Below are records; output all of them exactly.
----- RECORDS TO USE -----
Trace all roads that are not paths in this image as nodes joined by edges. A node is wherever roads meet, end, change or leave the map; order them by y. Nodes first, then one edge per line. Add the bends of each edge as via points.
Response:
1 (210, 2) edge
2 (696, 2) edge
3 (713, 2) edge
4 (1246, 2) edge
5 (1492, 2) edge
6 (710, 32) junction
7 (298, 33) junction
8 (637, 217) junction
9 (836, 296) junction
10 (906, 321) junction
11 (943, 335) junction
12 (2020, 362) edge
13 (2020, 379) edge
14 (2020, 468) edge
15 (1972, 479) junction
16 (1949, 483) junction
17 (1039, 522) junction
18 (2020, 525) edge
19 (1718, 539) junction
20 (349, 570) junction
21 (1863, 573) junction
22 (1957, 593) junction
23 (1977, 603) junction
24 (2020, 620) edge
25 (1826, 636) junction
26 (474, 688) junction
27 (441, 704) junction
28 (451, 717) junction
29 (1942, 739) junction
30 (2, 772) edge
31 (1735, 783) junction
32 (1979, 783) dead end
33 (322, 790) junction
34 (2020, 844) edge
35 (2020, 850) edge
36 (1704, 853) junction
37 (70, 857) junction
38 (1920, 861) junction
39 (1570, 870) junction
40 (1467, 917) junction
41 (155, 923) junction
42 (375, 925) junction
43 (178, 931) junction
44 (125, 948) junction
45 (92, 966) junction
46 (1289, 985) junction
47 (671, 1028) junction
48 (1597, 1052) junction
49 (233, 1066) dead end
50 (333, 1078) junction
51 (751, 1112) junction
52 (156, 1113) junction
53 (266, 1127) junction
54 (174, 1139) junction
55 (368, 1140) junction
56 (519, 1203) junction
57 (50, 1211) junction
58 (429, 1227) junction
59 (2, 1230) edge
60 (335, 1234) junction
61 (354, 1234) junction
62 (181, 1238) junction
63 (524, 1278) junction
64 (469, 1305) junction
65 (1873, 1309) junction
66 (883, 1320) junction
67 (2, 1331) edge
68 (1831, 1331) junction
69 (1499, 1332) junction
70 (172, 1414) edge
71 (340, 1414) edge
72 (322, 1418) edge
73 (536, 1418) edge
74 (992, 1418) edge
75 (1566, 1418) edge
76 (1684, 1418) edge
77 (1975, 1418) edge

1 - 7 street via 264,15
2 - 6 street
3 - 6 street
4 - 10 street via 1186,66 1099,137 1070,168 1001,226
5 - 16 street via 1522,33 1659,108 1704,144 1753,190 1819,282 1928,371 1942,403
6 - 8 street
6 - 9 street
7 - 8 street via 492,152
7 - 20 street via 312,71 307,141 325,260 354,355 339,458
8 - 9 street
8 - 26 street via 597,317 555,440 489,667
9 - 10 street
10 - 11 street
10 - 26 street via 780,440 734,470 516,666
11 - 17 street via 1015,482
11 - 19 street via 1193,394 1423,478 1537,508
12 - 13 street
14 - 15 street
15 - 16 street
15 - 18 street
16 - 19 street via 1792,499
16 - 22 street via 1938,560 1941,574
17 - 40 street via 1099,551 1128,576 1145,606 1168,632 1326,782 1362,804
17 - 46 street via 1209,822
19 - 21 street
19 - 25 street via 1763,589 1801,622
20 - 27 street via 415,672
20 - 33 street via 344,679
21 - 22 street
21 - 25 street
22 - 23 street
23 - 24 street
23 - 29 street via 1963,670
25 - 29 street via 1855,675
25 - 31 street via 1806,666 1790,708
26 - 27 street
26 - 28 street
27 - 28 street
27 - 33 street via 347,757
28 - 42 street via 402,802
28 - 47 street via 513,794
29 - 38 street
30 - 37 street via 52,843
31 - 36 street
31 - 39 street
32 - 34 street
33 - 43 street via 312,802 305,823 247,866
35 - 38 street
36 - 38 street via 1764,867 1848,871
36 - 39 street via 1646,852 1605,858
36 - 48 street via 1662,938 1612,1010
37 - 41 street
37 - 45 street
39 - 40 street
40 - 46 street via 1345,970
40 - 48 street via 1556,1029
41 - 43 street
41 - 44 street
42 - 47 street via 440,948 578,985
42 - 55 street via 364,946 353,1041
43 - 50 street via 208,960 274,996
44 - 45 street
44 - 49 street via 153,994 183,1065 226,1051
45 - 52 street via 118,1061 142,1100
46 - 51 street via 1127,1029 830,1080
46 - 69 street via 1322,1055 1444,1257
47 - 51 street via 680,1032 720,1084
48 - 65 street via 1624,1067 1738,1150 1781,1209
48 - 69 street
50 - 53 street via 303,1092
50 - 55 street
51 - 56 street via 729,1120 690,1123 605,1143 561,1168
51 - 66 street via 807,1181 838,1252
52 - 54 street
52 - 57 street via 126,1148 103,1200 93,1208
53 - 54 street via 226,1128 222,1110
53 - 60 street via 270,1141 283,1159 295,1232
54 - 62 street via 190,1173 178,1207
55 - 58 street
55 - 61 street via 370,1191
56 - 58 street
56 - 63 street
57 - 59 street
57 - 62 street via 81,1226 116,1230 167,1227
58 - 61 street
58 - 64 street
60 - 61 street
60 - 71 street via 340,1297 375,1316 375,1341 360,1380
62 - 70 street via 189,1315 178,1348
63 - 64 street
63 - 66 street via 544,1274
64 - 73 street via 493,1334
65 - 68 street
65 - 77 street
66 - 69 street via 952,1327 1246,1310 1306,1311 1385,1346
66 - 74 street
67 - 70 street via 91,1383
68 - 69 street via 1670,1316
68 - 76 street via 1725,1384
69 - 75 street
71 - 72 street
-----
# EXERCISE RESULT
Trace all roads that are not paths in this image as nodes joined by edges. A node is wherever roads meet, end, change or leave the map; order them by y. Nodes first, then one edge per line. Add the bends of each edge as via points.
Response:
1 (210, 2) edge
2 (696, 2) edge
3 (713, 2) edge
4 (1246, 2) edge
5 (1492, 2) edge
6 (710, 32) junction
7 (298, 33) junction
8 (637, 217) junction
9 (836, 296) junction
10 (906, 321) junction
11 (943, 335) junction
12 (2020, 362) edge
13 (2020, 379) edge
14 (2020, 468) edge
15 (1972, 479) junction
16 (1949, 483) junction
17 (1039, 522) junction
18 (2020, 525) edge
19 (1718, 539) junction
20 (349, 570) junction
21 (1863, 573) junction
22 (1957, 593) junction
23 (1977, 603) junction
24 (2020, 620) edge
25 (1826, 636) junction
26 (474, 688) junction
27 (441, 704) junction
28 (451, 717) junction
29 (1942, 739) junction
30 (2, 772) edge
31 (1735, 783) junction
32 (1979, 783) dead end
33 (322, 790) junction
34 (2020, 844) edge
35 (2020, 850) edge
36 (1704, 853) junction
37 (70, 857) junction
38 (1920, 861) junction
39 (1570, 870) junction
40 (1467, 917) junction
41 (155, 923) junction
42 (375, 925) junction
43 (178, 931) junction
44 (125, 948) junction
45 (92, 966) junction
46 (1289, 985) junction
47 (671, 1028) junction
48 (1597, 1052) junction
49 (233, 1066) dead end
50 (333, 1078) junction
51 (751, 1112) junction
52 (156, 1113) junction
53 (266, 1127) junction
54 (174, 1139) junction
55 (368, 1140) junction
56 (519, 1203) junction
57 (50, 1211) junction
58 (429, 1227) junction
59 (2, 1230) edge
60 (335, 1234) junction
61 (354, 1234) junction
62 (181, 1238) junction
63 (524, 1278) junction
64 (469, 1305) junction
65 (1873, 1309) junction
66 (883, 1320) junction
67 (2, 1331) edge
68 (1831, 1331) junction
69 (1499, 1332) junction
70 (172, 1414) edge
71 (340, 1414) edge
72 (322, 1418) edge
73 (536, 1418) edge
74 (992, 1418) edge
75 (1566, 1418) edge
76 (1684, 1418) edge
77 (1975, 1418) edge

1 - 7 street via 264,15
2 - 6 street
3 - 6 street
4 - 10 street via 1186,66 1099,137 1070,168 1001,226
5 - 16 street via 1522,33 1659,108 1704,144 1753,190 1819,282 1928,371 1942,403
6 - 8 street
6 - 9 street
7 - 8 street via 492,152
7 - 20 street via 312,71 307,141 325,260 354,355 339,458
8 - 9 street
8 - 26 street via 597,317 555,440 489,667
9 - 10 street
10 - 11 street
10 - 26 street via 780,440 734,470 516,666
11 - 17 street via 1015,482
11 - 19 street via 1193,394 1423,478 1537,508
12 - 13 street
14 - 15 street
15 - 16 street
15 - 18 street
16 - 19 street via 1792,499
16 - 22 street via 1938,560 1941,574
17 - 40 street via 1099,551 1128,576 1145,606 1168,632 1326,782 1362,804
17 - 46 street via 1209,822
19 - 21 street
19 - 25 street via 1763,589 1801,622
20 - 27 street via 415,672
20 - 33 street via 344,679
21 - 22 street
21 - 25 street
22 - 23 street
23 - 24 street
23 - 29 street via 1963,670
25 - 29 street via 1855,675
25 - 31 street via 1806,666 1790,708
26 - 27 street
26 - 28 street
27 - 28 street
27 - 33 street via 347,757
28 - 42 street via 402,802
28 - 47 street via 513,794
29 - 38 street
30 - 37 street via 52,843
31 - 36 street
31 - 39 street
32 - 34 street
33 - 43 street via 312,802 305,823 247,866
35 - 38 street
36 - 38 street via 1764,867 1848,871
36 - 39 street via 1646,852 1605,858
36 - 48 street via 1662,938 1612,1010
37 - 41 street
37 - 45 street
39 - 40 street
40 - 46 street via 1345,970
40 - 48 street via 1556,1029
41 - 43 street
41 - 44 street
42 - 47 street via 440,948 578,985
42 - 55 street via 364,946 353,1041
43 - 50 street via 208,960 274,996
44 - 45 street
44 - 49 street via 153,994 183,1065 226,1051
45 - 52 street via 118,1061 142,1100
46 - 51 street via 1127,1029 830,1080
46 - 69 street via 1322,1055 1444,1257
47 - 51 street via 680,1032 720,1084
48 - 65 street via 1624,1067 1738,1150 1781,1209
48 - 69 street
50 - 53 street via 303,1092
50 - 55 street
51 - 56 street via 729,1120 690,1123 605,1143 561,1168
51 - 66 street via 807,1181 838,1252
52 - 54 street
52 - 57 street via 126,1148 103,1200 93,1208
53 - 54 street via 226,1128 222,1110
53 - 60 street via 270,1141 283,1159 295,1232
54 - 62 street via 190,1173 178,1207
55 - 58 street
55 - 61 street via 370,1191
56 - 58 street
56 - 63 street
57 - 59 street
57 - 62 street via 81,1226 116,1230 167,1227
58 - 61 street
58 - 64 street
60 - 61 street
60 - 71 street via 340,1297 375,1316 375,1341 360,1380
62 - 70 street via 189,1315 178,1348
63 - 64 street
63 - 66 street via 544,1274
64 - 73 street via 493,1334
65 - 68 street
65 - 77 street
66 - 69 street via 952,1327 1246,1310 1306,1311 1385,1346
66 - 74 street
67 - 70 street via 91,1383
68 - 69 street via 1670,1316
68 - 76 street via 1725,1384
69 - 75 street
71 - 72 street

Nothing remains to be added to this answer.